Xavier Sayeed: Living Outside the Box

Xavier-Sayeed-by-Mark-A-Lee

Growing up as a Muslim in Southport Indiana, Xavier Sayeed has never been quite like anyone else. And that’s OK with him.

“It doesn’t bother me to not fit in a box. I’ve always been ok with being a little bit quirky and weird, and I’m still the same way as I always have been”, said Sayeed. “But as you mature thru puberty, and things like that, you are kind of expected to take on specific roles a little bit more, and you’re not just a cute kid running around in this androgynous body with no specific roles or responsibilities. Once you’re hitting puberty, and people are in relationships, it becomes a lot more apparent.”

When Sayeed was a freshman at Perry Meridian High School, he was hit in the face with reality. “I was trying on my orchestra dress, and I looked at myself in the mirror, and I was like ‘I feel like a boy in a dress’. That was my thought. And it was such a weird thing to think. Nothing registered, because I had no clue what that was… what transgender was, or what it really meant.” Sayeed had heard about it, but it wasn’t something people really talked about. At least it wasn’t four years ago.

Shortly after this revelation, Sayeed started binding his chest. He came across a video about binding on YouTube, and decided to give it a try. And the moment he did, all he could think was “This makes me feel really good.”

By the end of his sophomore year, Sayeed worked up the courage to tell his mother. “He probably told me in April, and by July we were starting hormones,” said his mother, Jami Sayeed. “And that’s the truth of it. Once I digested it, I researched, and I knew ‘OK, if I don’t assist him to transition, he’s not going to have a happy life.’”

“I think it was really lucky for me that my mom understood how dire of a need it can be to need the assistance right away,” said Sayeed. “Because a lot of people don’t get that, and they end up having spiraling mental health problems because of it. It’s one of the reasons there’s such a large suicide rate for transgender people, because it really is such a dire need to get to that place where you can feel comfortable just living your life.”

For Sayeed’s mother, it was simply a matter of wanting her happy go lucky child back. There was a period from the time he was 13 till he came out to her that he was obviously unhappy, and she couldn’t stand the thought of watching him suffer any more than he had to.

Prior to this time, there were signs his mother saw that he didn’t fit into a box of what others would characterize as female. He liked to wear men’s clothing, or run outside with no shirt and a baseball hat on backwards. “He never really fit into a box anyway. I mean, he was perpetually outside of the box since birth,” said Sayeed’s mother. “You have these individuals, they tell you to think outside of the box. During his training at school, they would say, ‘Can you get a little bit more IN the box?’”

Shortly after his transition, Sayeed’s life changed for the better. “Once I transitioned, I did theater, I did choir, jazz band, orchestra… I was President of a school club, I was President of a service project, and Vice President of Best Buddies,” said Sayeed. He wanted to do these things before, but was afraid of drawing attention to himself. He didn’t feel comfortable with who he was at the time, so those things remained dormant within him. Afterwards, “it just kind of erupted! It was kind of a good feeling to be able to do that.”

At the end of the day, he had the respect of his peers and his teachers. Even members of the Muslim community respected him, and allowed him to worship with the other men. Sayeed thinks perhaps the best thing he ever could have done for himself was “just live my life and love other people, and try to understand people the best that I could… and hope they would return the favor by trying to understand me a little bit.”

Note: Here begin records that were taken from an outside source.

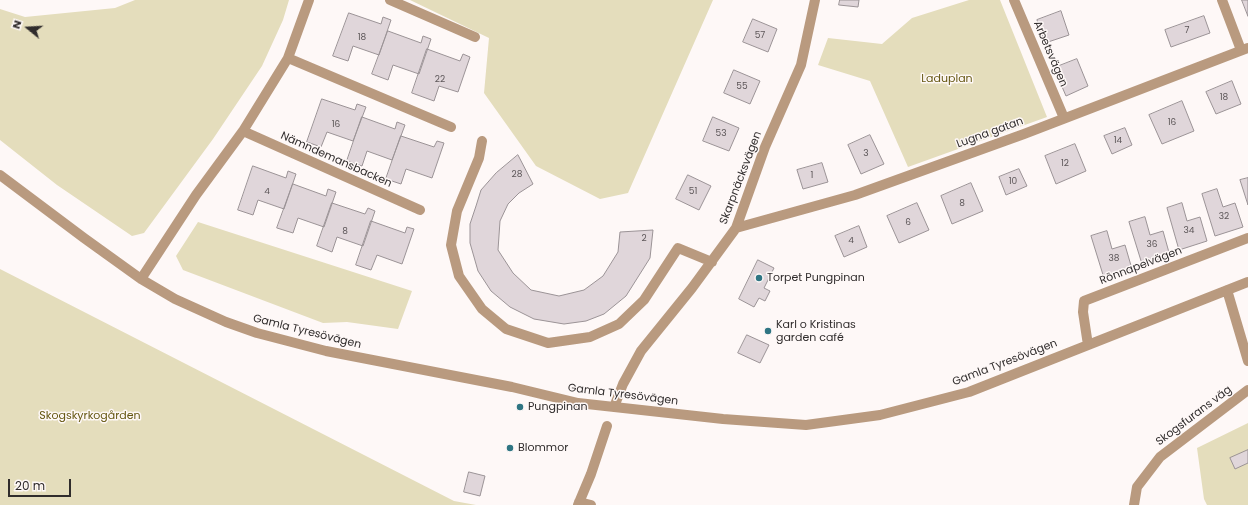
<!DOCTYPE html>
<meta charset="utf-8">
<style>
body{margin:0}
#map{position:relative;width:1248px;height:505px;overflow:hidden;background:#fef8f7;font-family:Poppins,sans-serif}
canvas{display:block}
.north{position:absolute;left:8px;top:8px;width:40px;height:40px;-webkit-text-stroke:3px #fef8f7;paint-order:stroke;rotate:288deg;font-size:11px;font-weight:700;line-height:16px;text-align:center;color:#302c2c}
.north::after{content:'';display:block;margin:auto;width:14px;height:18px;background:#302c2c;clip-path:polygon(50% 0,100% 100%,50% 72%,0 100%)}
.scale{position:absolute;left:8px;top:479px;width:63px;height:18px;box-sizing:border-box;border:2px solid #302c2c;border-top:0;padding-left:5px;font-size:12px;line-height:14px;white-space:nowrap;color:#302c2c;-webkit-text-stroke:3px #fef8f7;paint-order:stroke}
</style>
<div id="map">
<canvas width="1248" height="505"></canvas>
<div class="north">N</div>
<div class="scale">20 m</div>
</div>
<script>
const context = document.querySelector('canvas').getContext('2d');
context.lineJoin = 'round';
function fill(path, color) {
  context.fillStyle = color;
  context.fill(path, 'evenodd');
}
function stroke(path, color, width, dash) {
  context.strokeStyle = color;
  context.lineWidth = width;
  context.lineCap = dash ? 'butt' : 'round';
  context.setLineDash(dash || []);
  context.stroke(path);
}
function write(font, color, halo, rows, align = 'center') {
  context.font = font + ' Poppins,sans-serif';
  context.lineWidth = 3;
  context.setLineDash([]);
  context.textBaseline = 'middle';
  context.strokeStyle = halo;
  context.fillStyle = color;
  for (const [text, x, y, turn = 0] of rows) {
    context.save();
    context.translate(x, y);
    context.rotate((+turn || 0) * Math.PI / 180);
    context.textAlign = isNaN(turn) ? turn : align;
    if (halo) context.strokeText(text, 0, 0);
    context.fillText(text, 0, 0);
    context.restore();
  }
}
const green = new Path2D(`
 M135 0H289L283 20 262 66 213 139 144 233 132 236 57 185 0 140V9L25 17 115 8Z
 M410 0H713L628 193 600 199 536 166 484 93 489 38Z
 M969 0H1000L1047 117 908 167 870 81 818 65 828 38 882 44 912 18Z
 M198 222 412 291 398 329 347 322 323 323 183 270 176 256Z
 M0 269 454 501 476 505H0Z
 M1248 423V505H1207L1204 499 1197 448Z`);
const building = new Path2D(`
 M840 0H859L858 7 839 5Z
 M1242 0H1248V16Z
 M1061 11 1069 35 1045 43 1037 20Z
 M349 13 381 24 383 17 391 20 379 55 353 46 348 61 333 56Z
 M1204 16 1210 33 1171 47 1165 30Z
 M753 19 777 29 768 52 743 42Z
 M388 31 421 43 423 36 431 39 419 74 393 65 388 80 372 74Z
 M427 49 460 61 463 54 470 57 458 92 439 86 434 101 412 93Z
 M1077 59 1088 86 1066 96 1054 68Z
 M734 70 760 81 750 104 724 93Z
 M1232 81 1241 104 1216 114 1206 92Z
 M322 99 355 110 357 104 366 107 353 141 327 132 321 147 307 142Z
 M1182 101 1194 131 1162 144 1149 115Z
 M362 117 395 129 397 122 405 125 392 160 367 151 362 166 347 161Z
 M713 117 739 128 729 151 703 141Z
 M1125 128 1132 145 1112 154 1104 136Z
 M870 135 884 164 861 174 848 145Z
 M401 136 434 147 437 141 444 143 432 178 406 169 401 184 386 179Z
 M1075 144 1086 171 1056 184 1045 156Z
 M518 155 533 184 519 193 508 204 500 221 498 250 513 273 531 290 559 296 584 290 603 276 618 252 620 232 653 230 650 258 626 296 604 314 586 321 564 324 534 319 510 307 491 291 478 271 470 243V224L476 206 481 190 496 173Z
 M822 163 828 182 803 189 797 170Z
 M253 166 286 178 288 171 296 174 284 209 258 200 253 215 238 210Z
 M1019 169 1027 186 1006 195 999 177Z
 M688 175 711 186 699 210 676 199Z
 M1248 178V205L1240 180Z
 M971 183 983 211 952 224 941 196Z
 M293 184 326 196 328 189 336 192 324 227 298 218 293 233 277 228Z
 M1217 189 1223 207 1235 203 1243 227 1215 236 1202 194Z
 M332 203 365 214 368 208 375 211 363 246 337 237 332 252 317 246Z
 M917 203 929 230 899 243 887 216Z
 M1182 203 1187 221 1200 217 1207 241 1179 250 1167 208Z
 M1145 217 1150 235 1163 231 1170 256 1142 264 1129 222Z
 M371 221 405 233 407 227 414 229 402 264 377 255 371 270 356 265Z
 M859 226 867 247 844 257 835 236Z
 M1107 231 1112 249 1125 245 1132 269 1104 278 1091 236Z
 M758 260 774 268 764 288 770 291 765 301 759 298 754 307 739 299Z
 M747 335 769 345 760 363 738 353Z
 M1248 450V463L1235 469 1230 458Z
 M469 472 485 476 480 496 464 492Z`);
const minor = new Path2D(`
 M390 0 475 37
 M1014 0 1064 118
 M1222 0 1241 50
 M288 58 451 127
 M243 131 420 210
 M482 141 479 158 457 211 451 245 459 276 482 309 506 329 548 343 590 337 619 324 644 300 678 248 712 262
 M0 175 84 238 141 279 175 299 226 322 257 333 326 351 512 387 578 403 723 419 806 425 880 415 969 392 1248 282
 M736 228 855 195 1024 134 1248 48
 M141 279 196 195 243 131 288 58 309 0
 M1227 290 1248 361
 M1088 345 1083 312 1084 301 1248 238
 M614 407 623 384 641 351 692 288 736 228 765 147 801 65 815 0
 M579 502 591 505
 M578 505 591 474 607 426
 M1134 505 1137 487 1160 457 1248 390`);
const markers = [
 [759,278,4,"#2f7583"],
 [768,331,4,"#2f7583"],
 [520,407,4,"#2f7583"],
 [510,448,4,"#2f7583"]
];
const numberNames = [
 ["7",1187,31],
 ["57",760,36],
 ["18",362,38],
 ["22",440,80],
 ["55",742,87],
 ["18",1224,98],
 ["16",1172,123],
 ["16",336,125],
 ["53",721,134],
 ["14",1118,141],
 ["3",866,154],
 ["12",1065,164],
 ["28",517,175],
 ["1",812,176],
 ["10",1013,182],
 ["4",267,192],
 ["51",693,192],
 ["8",962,204],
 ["32",1224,217],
 ["6",908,223],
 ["34",1189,231],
 ["8",345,232],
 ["2",644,239],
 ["4",851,241],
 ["36",1152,245],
 ["38",1114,259]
];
const streetNames = [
 ["Arbetsvägen",1050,54,67],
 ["Lugna gatan",990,133,-20],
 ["Nämndemansbacken",336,160,24],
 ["Skarpnäcksvägen",741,178,-69],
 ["Rönnapelvägen",1141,266,-21],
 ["Gamla Tyresövägen",307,332,14],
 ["Gamla Tyresövägen",1005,363,-21],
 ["Gamla Tyresövägen",623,395,7],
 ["Skogsfurans väg",1194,416,-37]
];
const parkNames = [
 ["Laduplan",947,79],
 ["Skogskyrkogården",90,416]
];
const poiNames = [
 ["Torpet Pungpinan",767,278],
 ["Karl o Kristinas",776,325],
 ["garden café",776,338],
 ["Pungpinan",528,407],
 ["Blommor",518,448]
];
fill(green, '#e4ddbc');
fill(building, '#e0d6da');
stroke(building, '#9b9396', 1);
stroke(minor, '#b99a7f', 10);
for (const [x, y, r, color] of markers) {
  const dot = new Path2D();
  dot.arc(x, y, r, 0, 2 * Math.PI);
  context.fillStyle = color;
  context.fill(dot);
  stroke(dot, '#fef8f7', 1.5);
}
write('9px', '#5c5658', null, numberNames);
write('11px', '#302c2c', '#fef8f7', streetNames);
write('11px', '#655711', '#fef8f7', parkNames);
write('11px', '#302c2c', '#fef8f7', poiNames, 'left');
</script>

Sayeed’s mother isn’t quite as patient as he is, and admits she still has a lot to learn, “I just want to beat everyone up when they’re mean. My instinct is ‘I just want to get them’. And he’s like ‘You know, I’ve got this, and it’s OK’,” said Jami. “He’s very patient. And he just kind of a works on a person with kindness. ‘Let me greet you… Oh, you’re carrying a box. Let me carry that for you’ He shows them kindness and respect, and he always gets it back in return, ten-fold!”

It’s amazing what you can do with the power of your example, and just treating people by your own standards, and not following theirs.